Tra le tante cose che la pandemia di Covid-19 ha portato con sé, una di queste è sicuramente lo smart working.
Mentre fino a gennaio 2020 era visto come qualcosa di inefficiente, ad oggi in tempi di restrizioni è l’unica soluzione per non dovere chiudere aziende ed attività.
Lo smart working consiste in pratica nel lavorare da casa, o comunque non in azienda quindi, come ovvio che sia, non tutte le attività hanno potuto adottarlo.
Agli inizi, ogni lavoratore era entusiasta di questo lavoro da casa ma, con il tempo, lo smart working è diventato un incubo tanto che alcuni esperti hanno iniziato a parlare di “malattia da smart working“.
Ma a cosa è dovuto questo nuovo tipo di malattia?
Innanzitutto, alle ingerenze dei propri capi.
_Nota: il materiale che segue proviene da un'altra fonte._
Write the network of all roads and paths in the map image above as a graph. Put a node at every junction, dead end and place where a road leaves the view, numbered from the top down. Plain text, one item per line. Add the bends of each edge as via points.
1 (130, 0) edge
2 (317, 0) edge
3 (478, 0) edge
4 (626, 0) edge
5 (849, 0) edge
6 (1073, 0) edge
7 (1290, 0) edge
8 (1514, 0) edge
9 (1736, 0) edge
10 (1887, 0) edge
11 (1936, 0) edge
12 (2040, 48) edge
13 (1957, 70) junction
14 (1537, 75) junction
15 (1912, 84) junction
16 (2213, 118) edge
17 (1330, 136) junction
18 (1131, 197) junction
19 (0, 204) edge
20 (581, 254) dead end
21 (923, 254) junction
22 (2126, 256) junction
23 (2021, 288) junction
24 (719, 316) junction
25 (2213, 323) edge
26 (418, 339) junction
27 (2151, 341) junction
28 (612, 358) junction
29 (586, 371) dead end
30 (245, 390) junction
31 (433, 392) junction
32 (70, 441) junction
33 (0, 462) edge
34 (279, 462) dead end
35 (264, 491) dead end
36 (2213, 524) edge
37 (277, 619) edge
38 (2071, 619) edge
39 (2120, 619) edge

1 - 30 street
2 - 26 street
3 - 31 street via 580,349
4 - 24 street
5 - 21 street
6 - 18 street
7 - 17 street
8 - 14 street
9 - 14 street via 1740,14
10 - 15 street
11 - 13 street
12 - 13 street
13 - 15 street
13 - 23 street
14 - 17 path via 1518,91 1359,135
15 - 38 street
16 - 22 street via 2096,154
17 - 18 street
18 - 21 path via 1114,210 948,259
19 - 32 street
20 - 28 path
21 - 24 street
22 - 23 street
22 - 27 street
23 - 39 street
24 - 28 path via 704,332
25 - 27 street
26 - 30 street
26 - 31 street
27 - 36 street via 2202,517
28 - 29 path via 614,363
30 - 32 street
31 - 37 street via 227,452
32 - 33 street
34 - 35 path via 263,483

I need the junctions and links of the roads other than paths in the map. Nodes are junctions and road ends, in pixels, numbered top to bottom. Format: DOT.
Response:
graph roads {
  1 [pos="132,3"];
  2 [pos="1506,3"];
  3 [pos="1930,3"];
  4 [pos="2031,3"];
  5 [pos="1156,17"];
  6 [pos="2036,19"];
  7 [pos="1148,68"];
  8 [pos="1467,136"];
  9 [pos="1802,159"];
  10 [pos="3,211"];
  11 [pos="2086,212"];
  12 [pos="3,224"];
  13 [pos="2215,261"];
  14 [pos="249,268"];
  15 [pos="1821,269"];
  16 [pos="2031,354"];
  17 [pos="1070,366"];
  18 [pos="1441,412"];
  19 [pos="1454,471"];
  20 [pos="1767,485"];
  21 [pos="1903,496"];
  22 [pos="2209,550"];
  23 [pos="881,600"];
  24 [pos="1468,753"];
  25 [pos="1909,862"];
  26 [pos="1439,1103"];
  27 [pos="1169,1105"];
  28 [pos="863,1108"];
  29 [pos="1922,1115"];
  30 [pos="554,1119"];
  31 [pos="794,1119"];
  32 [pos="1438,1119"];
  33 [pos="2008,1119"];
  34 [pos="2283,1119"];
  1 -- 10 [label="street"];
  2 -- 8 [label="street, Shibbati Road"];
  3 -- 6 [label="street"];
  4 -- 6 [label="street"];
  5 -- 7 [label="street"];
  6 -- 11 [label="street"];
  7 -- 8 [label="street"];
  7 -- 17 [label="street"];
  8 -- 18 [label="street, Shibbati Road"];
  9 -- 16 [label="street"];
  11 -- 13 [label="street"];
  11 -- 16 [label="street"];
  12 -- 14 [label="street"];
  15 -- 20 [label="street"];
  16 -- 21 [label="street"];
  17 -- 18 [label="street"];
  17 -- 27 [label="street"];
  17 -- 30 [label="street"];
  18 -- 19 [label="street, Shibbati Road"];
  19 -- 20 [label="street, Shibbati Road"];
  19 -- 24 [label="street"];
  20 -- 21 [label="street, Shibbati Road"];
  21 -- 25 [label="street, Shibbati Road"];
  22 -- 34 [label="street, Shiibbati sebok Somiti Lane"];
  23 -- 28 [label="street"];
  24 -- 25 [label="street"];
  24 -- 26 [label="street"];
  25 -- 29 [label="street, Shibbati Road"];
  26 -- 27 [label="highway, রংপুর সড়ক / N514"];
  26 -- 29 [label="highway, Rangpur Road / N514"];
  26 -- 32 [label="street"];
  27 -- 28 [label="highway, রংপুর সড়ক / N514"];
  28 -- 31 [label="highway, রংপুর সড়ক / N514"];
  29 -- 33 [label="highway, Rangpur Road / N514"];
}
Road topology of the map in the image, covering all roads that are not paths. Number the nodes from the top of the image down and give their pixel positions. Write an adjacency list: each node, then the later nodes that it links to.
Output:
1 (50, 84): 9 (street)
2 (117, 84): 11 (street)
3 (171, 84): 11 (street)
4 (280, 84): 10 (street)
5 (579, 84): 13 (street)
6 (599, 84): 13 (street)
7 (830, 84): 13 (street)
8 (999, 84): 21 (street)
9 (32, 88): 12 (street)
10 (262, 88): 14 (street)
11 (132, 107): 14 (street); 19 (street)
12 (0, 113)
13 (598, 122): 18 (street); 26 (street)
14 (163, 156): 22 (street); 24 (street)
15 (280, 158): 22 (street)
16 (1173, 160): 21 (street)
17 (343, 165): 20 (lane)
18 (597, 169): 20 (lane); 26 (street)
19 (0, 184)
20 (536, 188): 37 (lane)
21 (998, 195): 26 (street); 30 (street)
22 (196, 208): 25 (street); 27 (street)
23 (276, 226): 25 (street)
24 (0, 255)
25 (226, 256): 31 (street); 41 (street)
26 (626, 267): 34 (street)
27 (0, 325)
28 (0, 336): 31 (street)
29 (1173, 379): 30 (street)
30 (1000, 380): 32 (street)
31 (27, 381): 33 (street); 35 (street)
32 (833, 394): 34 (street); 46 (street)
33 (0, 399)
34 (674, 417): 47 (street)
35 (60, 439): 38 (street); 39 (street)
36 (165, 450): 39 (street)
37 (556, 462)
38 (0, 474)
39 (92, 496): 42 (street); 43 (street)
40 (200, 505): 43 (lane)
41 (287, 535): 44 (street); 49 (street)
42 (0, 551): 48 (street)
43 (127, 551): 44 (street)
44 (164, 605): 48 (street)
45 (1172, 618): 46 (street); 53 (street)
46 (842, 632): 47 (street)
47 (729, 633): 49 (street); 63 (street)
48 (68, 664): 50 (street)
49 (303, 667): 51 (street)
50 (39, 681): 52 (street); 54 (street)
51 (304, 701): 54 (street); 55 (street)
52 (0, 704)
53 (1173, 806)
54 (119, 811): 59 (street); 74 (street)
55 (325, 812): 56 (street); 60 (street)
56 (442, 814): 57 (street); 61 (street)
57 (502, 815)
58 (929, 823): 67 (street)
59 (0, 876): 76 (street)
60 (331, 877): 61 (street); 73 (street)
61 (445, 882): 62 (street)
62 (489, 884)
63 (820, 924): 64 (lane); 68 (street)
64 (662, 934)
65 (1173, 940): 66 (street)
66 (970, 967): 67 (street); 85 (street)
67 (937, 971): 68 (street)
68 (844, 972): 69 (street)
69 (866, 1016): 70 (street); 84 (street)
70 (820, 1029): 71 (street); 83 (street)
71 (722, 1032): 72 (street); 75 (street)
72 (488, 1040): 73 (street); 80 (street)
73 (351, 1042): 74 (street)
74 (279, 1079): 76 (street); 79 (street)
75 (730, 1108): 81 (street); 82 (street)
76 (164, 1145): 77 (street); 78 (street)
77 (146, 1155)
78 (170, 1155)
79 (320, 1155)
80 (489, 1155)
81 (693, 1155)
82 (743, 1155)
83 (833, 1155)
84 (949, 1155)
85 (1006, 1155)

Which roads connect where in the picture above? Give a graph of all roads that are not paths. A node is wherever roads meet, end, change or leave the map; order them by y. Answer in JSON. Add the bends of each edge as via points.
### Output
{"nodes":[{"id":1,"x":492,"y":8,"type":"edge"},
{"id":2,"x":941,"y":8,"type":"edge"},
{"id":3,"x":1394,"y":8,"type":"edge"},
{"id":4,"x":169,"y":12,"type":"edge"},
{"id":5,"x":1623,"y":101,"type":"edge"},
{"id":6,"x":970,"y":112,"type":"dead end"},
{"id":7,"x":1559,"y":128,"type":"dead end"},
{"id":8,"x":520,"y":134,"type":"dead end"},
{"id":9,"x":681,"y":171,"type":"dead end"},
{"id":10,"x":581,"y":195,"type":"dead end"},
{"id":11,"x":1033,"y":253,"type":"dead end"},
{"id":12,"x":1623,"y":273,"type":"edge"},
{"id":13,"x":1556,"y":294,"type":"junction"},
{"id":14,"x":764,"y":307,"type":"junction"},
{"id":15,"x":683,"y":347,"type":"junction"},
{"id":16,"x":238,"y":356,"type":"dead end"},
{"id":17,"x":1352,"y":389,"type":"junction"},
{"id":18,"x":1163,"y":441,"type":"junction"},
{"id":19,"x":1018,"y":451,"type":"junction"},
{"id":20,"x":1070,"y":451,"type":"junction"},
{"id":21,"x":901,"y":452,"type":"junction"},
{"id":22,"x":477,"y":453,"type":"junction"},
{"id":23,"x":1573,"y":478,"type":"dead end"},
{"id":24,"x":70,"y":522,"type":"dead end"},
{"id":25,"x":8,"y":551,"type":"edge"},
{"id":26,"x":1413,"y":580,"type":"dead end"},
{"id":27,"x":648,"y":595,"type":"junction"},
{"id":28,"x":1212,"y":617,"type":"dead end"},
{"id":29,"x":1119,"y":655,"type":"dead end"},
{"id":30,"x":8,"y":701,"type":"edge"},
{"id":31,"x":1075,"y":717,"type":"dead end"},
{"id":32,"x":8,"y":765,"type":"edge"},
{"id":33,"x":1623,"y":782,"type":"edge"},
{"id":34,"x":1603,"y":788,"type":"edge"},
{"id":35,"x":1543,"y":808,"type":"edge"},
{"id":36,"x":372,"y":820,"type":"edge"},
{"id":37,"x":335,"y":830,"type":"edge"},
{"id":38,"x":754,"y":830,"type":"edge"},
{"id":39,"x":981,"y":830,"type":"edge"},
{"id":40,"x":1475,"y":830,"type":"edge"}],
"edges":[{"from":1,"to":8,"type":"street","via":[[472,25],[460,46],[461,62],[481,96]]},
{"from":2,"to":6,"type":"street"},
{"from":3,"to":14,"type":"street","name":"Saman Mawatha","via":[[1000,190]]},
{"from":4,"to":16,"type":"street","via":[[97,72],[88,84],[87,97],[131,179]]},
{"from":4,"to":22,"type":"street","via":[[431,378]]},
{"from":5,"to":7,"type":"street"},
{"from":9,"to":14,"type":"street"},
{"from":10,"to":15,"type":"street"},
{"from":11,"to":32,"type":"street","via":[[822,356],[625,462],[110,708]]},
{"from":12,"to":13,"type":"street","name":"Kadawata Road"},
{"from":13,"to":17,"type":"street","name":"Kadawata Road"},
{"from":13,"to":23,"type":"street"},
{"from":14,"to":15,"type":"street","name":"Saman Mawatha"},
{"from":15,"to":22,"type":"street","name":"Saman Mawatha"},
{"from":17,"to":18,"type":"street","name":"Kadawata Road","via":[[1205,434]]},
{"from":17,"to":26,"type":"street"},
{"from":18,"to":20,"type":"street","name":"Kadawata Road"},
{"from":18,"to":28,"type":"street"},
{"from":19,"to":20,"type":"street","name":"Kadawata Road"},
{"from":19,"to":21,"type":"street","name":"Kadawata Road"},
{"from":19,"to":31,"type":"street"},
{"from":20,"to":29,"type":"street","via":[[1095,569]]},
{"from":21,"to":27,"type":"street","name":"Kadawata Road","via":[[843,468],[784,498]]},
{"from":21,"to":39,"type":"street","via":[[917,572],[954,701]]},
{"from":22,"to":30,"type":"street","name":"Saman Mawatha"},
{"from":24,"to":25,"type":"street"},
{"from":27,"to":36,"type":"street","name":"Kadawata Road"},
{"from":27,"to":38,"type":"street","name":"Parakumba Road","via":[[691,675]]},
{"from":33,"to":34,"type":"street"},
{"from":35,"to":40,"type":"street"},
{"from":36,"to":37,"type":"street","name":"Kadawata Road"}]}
A queste ingerenze corrispondono orari di lavori senza un limite temporale con la scusa del “tanto sei a casa”, reperibilità quasi h24 e aumento dello stress.
In poche parole, come hanno riportato alcuni psicologi, gli smartworker hanno ad oggi problemi a dividere il lavoro dalla vita privata.
In pratica chi lavora da casa, non riesce più a capire quando sta lavorando e quando invece dovrebbe avere del tempo libero.
Ne consegue ovviamente una scarsa qualità del lavoro stesso, l’aumento di stress ed ansia e soprattutto scatti d’ira improvvisi.
Secondo un indagine ISTAT, su un campione di 5 mila lavoratori in smart working, il 97% ha dichiarato che da casa ha lavorato quasi sempre almeno 1 ora in più al giorno. Il 76% invece addirittura 2 ore in più al giorno.
Sempre sullo stesso campione, è stato chiesto quanti di lavoro causa lavoro da remoto abbiano perso la pausa pranzo. Hanno risposto in modo positivo il 61%.
Quindi, quella che sembrava la pratica da adottare anche in futuro, si sta rivelando un problema, causato principalmente dai datori di lavoro.